ISpeakJive · 11/10/2018 18:39

and can't say no to people so pays for some of his family members bills which dents his income

Err what?

Butterymuffin · 11/10/2018 18:41

This is his child you're worried about asking him for money for. It's not like you are wanting him to buy expensive treats. And I don't like the talk of him 'giving' you money. Do you have a joint account, one you can both transfer money into from your wages so you pay the bills from that but both still have some financial independence?

TomHardysNextWife · 11/10/2018 18:46

Being pregnant is a massive shift OP. I felt weirdly vulnerable and relied on my DH more in those 9 months each time than I've done any other time in the last 25 years. Normally I'm very if not too independent.

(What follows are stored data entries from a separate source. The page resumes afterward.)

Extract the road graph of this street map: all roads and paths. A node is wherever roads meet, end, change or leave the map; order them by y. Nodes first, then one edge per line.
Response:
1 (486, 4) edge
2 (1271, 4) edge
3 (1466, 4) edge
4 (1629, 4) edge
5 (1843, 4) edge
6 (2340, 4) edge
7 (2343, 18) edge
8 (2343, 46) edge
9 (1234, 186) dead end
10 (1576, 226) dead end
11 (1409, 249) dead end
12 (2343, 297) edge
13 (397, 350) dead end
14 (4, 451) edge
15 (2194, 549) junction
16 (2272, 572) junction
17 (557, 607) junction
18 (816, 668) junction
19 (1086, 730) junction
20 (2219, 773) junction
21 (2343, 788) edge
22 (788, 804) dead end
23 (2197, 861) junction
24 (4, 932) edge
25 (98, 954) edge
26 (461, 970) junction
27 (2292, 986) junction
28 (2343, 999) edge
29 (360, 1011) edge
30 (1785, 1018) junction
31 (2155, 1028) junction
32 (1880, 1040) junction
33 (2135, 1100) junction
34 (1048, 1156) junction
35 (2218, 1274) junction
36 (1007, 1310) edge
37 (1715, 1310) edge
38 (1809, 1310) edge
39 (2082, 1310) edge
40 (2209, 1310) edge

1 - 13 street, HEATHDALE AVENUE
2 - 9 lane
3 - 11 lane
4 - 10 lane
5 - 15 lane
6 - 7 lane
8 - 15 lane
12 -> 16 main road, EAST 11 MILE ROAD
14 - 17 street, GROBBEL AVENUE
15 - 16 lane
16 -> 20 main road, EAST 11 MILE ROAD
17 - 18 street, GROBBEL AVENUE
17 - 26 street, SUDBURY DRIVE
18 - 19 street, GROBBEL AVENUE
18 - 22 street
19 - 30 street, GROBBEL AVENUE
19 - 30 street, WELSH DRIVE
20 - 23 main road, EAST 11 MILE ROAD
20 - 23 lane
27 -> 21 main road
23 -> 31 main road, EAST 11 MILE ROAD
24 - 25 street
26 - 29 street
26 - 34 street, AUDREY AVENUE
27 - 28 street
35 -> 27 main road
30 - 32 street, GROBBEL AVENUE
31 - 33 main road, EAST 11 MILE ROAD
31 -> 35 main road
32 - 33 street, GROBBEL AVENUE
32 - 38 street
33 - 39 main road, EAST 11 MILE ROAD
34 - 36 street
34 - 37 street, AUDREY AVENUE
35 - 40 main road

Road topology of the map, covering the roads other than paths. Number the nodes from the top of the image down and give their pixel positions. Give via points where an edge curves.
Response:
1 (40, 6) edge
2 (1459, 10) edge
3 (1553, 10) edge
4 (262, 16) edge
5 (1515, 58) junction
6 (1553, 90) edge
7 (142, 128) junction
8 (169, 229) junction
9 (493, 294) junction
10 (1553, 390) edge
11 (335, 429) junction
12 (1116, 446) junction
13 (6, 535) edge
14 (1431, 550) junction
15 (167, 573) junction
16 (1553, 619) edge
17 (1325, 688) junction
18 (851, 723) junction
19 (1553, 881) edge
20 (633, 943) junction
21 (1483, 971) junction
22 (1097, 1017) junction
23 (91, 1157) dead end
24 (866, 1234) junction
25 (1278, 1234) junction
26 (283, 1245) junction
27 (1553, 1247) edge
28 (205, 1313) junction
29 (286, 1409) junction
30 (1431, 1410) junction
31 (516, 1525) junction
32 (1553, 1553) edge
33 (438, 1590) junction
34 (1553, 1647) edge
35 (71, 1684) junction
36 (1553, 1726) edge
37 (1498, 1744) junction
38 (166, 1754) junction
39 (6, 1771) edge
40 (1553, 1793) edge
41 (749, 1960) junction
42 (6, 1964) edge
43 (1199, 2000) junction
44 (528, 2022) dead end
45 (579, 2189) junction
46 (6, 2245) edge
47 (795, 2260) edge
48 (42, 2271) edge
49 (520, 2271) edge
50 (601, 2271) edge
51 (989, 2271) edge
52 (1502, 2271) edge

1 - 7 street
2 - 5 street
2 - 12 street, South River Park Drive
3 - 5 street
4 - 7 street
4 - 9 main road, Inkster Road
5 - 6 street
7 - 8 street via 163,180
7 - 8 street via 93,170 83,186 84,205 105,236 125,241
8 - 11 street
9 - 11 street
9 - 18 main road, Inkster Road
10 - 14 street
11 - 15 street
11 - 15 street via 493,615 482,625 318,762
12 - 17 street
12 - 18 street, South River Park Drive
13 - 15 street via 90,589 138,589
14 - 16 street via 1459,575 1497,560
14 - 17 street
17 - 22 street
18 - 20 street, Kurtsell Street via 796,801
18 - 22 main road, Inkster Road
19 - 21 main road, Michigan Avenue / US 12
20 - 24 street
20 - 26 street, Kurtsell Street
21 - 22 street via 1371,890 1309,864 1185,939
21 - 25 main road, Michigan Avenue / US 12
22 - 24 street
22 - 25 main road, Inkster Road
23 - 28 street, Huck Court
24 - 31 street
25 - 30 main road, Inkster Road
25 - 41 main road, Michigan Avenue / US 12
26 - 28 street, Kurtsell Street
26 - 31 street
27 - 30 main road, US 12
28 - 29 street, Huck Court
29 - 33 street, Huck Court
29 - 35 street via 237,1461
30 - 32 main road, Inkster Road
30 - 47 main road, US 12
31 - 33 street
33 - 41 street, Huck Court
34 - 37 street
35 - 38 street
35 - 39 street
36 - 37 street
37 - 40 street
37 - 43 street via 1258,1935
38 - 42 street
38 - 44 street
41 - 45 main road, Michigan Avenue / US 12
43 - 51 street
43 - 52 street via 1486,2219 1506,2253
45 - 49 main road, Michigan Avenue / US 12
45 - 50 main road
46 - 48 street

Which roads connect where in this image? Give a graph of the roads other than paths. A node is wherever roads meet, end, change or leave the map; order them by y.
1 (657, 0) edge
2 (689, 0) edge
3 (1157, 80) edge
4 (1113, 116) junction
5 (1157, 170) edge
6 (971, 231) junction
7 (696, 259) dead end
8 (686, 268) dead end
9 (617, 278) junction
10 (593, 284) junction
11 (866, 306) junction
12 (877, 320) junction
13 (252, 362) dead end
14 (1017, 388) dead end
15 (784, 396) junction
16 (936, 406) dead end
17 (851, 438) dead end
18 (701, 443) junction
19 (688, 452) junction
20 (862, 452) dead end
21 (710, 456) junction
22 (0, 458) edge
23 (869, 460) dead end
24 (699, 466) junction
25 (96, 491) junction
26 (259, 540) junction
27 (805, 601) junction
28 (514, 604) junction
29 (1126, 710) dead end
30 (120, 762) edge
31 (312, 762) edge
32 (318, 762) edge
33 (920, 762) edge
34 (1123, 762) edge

When he's home next, tell him how you're feeling and that you don't think this decision is now working for you. It's OK to change how you're feeling and perfectly understandable.

TheLastNigel · 11/10/2018 19:38

Well he arguably wouldn't need to earn as much if he wasn't going to the pub every night dude...

mom2be18 · 11/10/2018 20:24

Before him being unemployed for a while we did have much better finances and communication, but since he's got back into work (5 weeks now) it's just not been mentioned and I wanted to give him some time to get back on his feet. Plus his circumstances for unemployment weren't great and I can't be sure it won't happen again, so that's why I try to ensure I've got enough put away. Just incase.

OP posts:
Cambionome · 11/10/2018 21:17

You sound incredibly passive op. Confused

Why are you frightened of talking to your husband about these things?

category12 · 11/10/2018 22:48

What do you mean "his circumstances for unemployment weren't great and I can't be sure it won't happen again"?

Did he get fired? Chuck in his job? Health reasons?

DragonNoodleCake · 11/10/2018 22:54

I regularly work away, I'm out every night for dinner & drinks when I am, however as I'm out on business that's expenses. So not unusual

I think you need to sit and talk about plans especially when baby arrives.

LemonTT · 11/10/2018 23:00

Nobody is questioning your commitment and preparation for being a mother and a supportive wife but ....

What expectations do you have of him as a father and a husband?

What do you think his responsibilities are now you are pregnant and married ?

You seem to have a very low standard for him. Why is that ?

Bellendejour · 11/10/2018 23:14

OP I’m pregnant too and I’ve felt really vulnerable at points - it’s hard because of hormones, tiredness, lack of sleep, obviously your body changing and then all the stuff you used to do you can’t - I went out for work drinks last night and it’s okay but it’s hard when you’re shattered and drinking water and everyone else is getting hammered, you’re just not in the same place. But even though you can’t really do it, it’s hard not to feel bored and boring and left out and lonely sometimes!

I think honestly going to the pub every night is a bit much - I don’t think it’s unfair for you to suggest some nights he stays in and saves money like you have. Kind of surprised by some of the responses on this thread.